In this adaption, Annie and Oliver Warbucks are both white, while Grace is African-America. In the 2014 adaption, it's vice-versa, and in the 1982 film, all three are white.
"NYC", which had been in the original Broadway production, took over for "Let's Go to the Movies", which had not, but rather, appeared in the Columbia film adaption.
Normally, Annie's hair is curly while in this version, it is straight, however, in one scene, it is curled.
Kathy Bates (Miss Hannigan) and Victor Garber (Oliver Warbucks) both appeared in the 1997 disaster film Titanic as historical characters Molly Brown and Thomas Andrews, respectively.
Kristen Chenoweth and Victor Garber would later appear separately (again) in another musical's Disney TV film adaptation, The Music Man.

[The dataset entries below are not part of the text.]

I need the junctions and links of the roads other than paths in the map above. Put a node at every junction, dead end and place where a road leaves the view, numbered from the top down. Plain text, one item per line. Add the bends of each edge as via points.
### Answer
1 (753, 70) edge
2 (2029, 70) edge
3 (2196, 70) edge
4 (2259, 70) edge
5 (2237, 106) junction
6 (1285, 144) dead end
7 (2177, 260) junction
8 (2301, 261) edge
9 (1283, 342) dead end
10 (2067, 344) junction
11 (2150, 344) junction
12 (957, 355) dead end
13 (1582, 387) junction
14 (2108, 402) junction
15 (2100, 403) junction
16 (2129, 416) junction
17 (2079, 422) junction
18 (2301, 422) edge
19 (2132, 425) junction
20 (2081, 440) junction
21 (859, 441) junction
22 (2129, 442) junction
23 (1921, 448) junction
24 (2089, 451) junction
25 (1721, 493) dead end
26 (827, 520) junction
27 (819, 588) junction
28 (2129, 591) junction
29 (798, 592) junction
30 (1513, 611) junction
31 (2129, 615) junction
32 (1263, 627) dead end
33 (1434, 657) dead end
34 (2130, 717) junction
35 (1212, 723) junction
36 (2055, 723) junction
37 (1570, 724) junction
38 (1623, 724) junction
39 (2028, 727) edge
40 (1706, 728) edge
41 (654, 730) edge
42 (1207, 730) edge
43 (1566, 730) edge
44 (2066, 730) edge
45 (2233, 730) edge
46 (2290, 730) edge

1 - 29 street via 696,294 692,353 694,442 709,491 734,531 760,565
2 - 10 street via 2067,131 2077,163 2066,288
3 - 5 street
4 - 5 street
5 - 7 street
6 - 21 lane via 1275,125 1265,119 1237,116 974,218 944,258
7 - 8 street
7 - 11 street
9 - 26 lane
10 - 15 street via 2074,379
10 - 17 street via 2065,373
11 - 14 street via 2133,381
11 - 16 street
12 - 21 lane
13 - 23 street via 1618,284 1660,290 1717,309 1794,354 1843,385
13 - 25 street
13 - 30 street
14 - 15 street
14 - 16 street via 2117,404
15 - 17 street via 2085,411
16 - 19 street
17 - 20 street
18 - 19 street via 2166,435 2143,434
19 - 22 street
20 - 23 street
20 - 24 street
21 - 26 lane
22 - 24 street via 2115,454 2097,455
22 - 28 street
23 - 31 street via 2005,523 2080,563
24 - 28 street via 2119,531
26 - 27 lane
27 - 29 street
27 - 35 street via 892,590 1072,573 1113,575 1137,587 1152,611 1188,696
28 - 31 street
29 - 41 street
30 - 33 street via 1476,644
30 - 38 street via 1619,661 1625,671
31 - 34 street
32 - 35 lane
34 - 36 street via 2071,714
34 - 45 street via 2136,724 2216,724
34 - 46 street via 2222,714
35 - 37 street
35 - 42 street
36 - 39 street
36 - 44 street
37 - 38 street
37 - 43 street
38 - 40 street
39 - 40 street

Audra McDonald and Kristen Chenoweth were both Tony Award Winners for Best Performance by a Featured Actress in a musical, for their respective roles in Carousel in 1994 and You're a Good Man, Charlie Brown in 1999.
Marissa Rago (Pepper) and Erin Adams (Tessie) spoke in a recent interview in 2013 on The Tiara Talk Show about their fun experiences working on the film.